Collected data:
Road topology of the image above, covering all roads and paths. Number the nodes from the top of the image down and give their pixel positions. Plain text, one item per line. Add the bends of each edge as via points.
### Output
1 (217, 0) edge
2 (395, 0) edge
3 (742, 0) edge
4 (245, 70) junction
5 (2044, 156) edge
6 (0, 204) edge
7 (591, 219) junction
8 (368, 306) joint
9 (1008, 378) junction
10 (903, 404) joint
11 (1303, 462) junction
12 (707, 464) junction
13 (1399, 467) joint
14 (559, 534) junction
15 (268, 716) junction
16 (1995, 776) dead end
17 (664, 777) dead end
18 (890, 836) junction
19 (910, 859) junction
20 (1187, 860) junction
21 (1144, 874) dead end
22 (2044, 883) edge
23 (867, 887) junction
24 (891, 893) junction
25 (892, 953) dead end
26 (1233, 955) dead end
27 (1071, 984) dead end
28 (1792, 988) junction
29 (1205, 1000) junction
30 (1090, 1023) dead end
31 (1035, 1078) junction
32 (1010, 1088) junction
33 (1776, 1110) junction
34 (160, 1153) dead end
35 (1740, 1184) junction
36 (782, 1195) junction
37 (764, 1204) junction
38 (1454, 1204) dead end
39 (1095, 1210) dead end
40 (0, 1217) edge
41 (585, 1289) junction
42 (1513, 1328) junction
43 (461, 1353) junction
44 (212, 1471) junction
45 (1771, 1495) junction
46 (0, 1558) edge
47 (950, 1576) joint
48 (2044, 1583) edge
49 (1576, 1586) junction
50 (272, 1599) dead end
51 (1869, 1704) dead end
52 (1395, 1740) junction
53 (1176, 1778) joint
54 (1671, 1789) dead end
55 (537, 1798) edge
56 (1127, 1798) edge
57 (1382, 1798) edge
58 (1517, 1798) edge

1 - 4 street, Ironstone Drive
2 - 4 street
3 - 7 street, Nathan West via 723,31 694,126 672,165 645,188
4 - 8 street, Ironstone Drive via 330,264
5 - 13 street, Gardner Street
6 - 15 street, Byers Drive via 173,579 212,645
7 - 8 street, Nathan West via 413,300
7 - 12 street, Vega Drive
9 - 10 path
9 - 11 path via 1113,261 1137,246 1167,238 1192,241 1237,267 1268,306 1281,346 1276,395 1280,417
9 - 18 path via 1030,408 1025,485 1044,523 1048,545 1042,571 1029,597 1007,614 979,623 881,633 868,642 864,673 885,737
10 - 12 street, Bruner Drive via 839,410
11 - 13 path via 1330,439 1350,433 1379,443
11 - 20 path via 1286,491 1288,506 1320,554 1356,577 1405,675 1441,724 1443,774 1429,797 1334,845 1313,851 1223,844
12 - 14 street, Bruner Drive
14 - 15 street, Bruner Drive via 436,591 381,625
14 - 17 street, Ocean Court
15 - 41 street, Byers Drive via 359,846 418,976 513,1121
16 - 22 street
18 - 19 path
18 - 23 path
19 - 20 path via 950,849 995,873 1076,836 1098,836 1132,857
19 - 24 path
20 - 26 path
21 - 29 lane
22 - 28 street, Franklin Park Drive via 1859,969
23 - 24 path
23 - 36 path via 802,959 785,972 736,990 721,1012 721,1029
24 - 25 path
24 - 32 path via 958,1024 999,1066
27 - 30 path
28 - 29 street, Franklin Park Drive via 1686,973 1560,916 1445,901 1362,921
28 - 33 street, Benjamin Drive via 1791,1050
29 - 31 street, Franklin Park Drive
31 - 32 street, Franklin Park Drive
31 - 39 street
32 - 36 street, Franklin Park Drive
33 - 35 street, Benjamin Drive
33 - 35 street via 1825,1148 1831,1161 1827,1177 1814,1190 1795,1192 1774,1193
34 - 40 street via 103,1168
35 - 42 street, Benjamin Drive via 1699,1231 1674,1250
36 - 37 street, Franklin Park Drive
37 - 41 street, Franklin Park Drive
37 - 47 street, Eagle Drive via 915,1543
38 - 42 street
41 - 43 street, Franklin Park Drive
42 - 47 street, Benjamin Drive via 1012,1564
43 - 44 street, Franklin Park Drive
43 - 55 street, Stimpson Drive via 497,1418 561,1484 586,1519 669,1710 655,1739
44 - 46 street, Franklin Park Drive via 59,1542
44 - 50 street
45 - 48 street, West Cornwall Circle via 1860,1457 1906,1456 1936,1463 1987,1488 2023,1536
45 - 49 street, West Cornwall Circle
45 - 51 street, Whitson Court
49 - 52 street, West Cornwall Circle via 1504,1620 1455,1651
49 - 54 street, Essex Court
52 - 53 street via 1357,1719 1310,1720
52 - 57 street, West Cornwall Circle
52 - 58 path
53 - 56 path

About this task: Please copy out every entry exactly, with nothing omitted.

Solution for this task:
Road topology of the image above, covering all roads and paths. Number the nodes from the top of the image down and give their pixel positions. Plain text, one item per line. Add the bends of each edge as via points.
### Output
1 (217, 0) edge
2 (395, 0) edge
3 (742, 0) edge
4 (245, 70) junction
5 (2044, 156) edge
6 (0, 204) edge
7 (591, 219) junction
8 (368, 306) joint
9 (1008, 378) junction
10 (903, 404) joint
11 (1303, 462) junction
12 (707, 464) junction
13 (1399, 467) joint
14 (559, 534) junction
15 (268, 716) junction
16 (1995, 776) dead end
17 (664, 777) dead end
18 (890, 836) junction
19 (910, 859) junction
20 (1187, 860) junction
21 (1144, 874) dead end
22 (2044, 883) edge
23 (867, 887) junction
24 (891, 893) junction
25 (892, 953) dead end
26 (1233, 955) dead end
27 (1071, 984) dead end
28 (1792, 988) junction
29 (1205, 1000) junction
30 (1090, 1023) dead end
31 (1035, 1078) junction
32 (1010, 1088) junction
33 (1776, 1110) junction
34 (160, 1153) dead end
35 (1740, 1184) junction
36 (782, 1195) junction
37 (764, 1204) junction
38 (1454, 1204) dead end
39 (1095, 1210) dead end
40 (0, 1217) edge
41 (585, 1289) junction
42 (1513, 1328) junction
43 (461, 1353) junction
44 (212, 1471) junction
45 (1771, 1495) junction
46 (0, 1558) edge
47 (950, 1576) joint
48 (2044, 1583) edge
49 (1576, 1586) junction
50 (272, 1599) dead end
51 (1869, 1704) dead end
52 (1395, 1740) junction
53 (1176, 1778) joint
54 (1671, 1789) dead end
55 (537, 1798) edge
56 (1127, 1798) edge
57 (1382, 1798) edge
58 (1517, 1798) edge

1 - 4 street, Ironstone Drive
2 - 4 street
3 - 7 street, Nathan West via 723,31 694,126 672,165 645,188
4 - 8 street, Ironstone Drive via 330,264
5 - 13 street, Gardner Street
6 - 15 street, Byers Drive via 173,579 212,645
7 - 8 street, Nathan West via 413,300
7 - 12 street, Vega Drive
9 - 10 path
9 - 11 path via 1113,261 1137,246 1167,238 1192,241 1237,267 1268,306 1281,346 1276,395 1280,417
9 - 18 path via 1030,408 1025,485 1044,523 1048,545 1042,571 1029,597 1007,614 979,623 881,633 868,642 864,673 885,737
10 - 12 street, Bruner Drive via 839,410
11 - 13 path via 1330,439 1350,433 1379,443
11 - 20 path via 1286,491 1288,506 1320,554 1356,577 1405,675 1441,724 1443,774 1429,797 1334,845 1313,851 1223,844
12 - 14 street, Bruner Drive
14 - 15 street, Bruner Drive via 436,591 381,625
14 - 17 street, Ocean Court
15 - 41 street, Byers Drive via 359,846 418,976 513,1121
16 - 22 street
18 - 19 path
18 - 23 path
19 - 20 path via 950,849 995,873 1076,836 1098,836 1132,857
19 - 24 path
20 - 26 path
21 - 29 lane
22 - 28 street, Franklin Park Drive via 1859,969
23 - 24 path
23 - 36 path via 802,959 785,972 736,990 721,1012 721,1029
24 - 25 path
24 - 32 path via 958,1024 999,1066
27 - 30 path
28 - 29 street, Franklin Park Drive via 1686,973 1560,916 1445,901 1362,921
28 - 33 street, Benjamin Drive via 1791,1050
29 - 31 street, Franklin Park Drive
31 - 32 street, Franklin Park Drive
31 - 39 street
32 - 36 street, Franklin Park Drive
33 - 35 street, Benjamin Drive
33 - 35 street via 1825,1148 1831,1161 1827,1177 1814,1190 1795,1192 1774,1193
34 - 40 street via 103,1168
35 - 42 street, Benjamin Drive via 1699,1231 1674,1250
36 - 37 street, Franklin Park Drive
37 - 41 street, Franklin Park Drive
37 - 47 street, Eagle Drive via 915,1543
38 - 42 street
41 - 43 street, Franklin Park Drive
42 - 47 street, Benjamin Drive via 1012,1564
43 - 44 street, Franklin Park Drive
43 - 55 street, Stimpson Drive via 497,1418 561,1484 586,1519 669,1710 655,1739
44 - 46 street, Franklin Park Drive via 59,1542
44 - 50 street
45 - 48 street, West Cornwall Circle via 1860,1457 1906,1456 1936,1463 1987,1488 2023,1536
45 - 49 street, West Cornwall Circle
45 - 51 street, Whitson Court
49 - 52 street, West Cornwall Circle via 1504,1620 1455,1651
49 - 54 street, Essex Court
52 - 53 street via 1357,1719 1310,1720
52 - 57 street, West Cornwall Circle
52 - 58 path
53 - 56 path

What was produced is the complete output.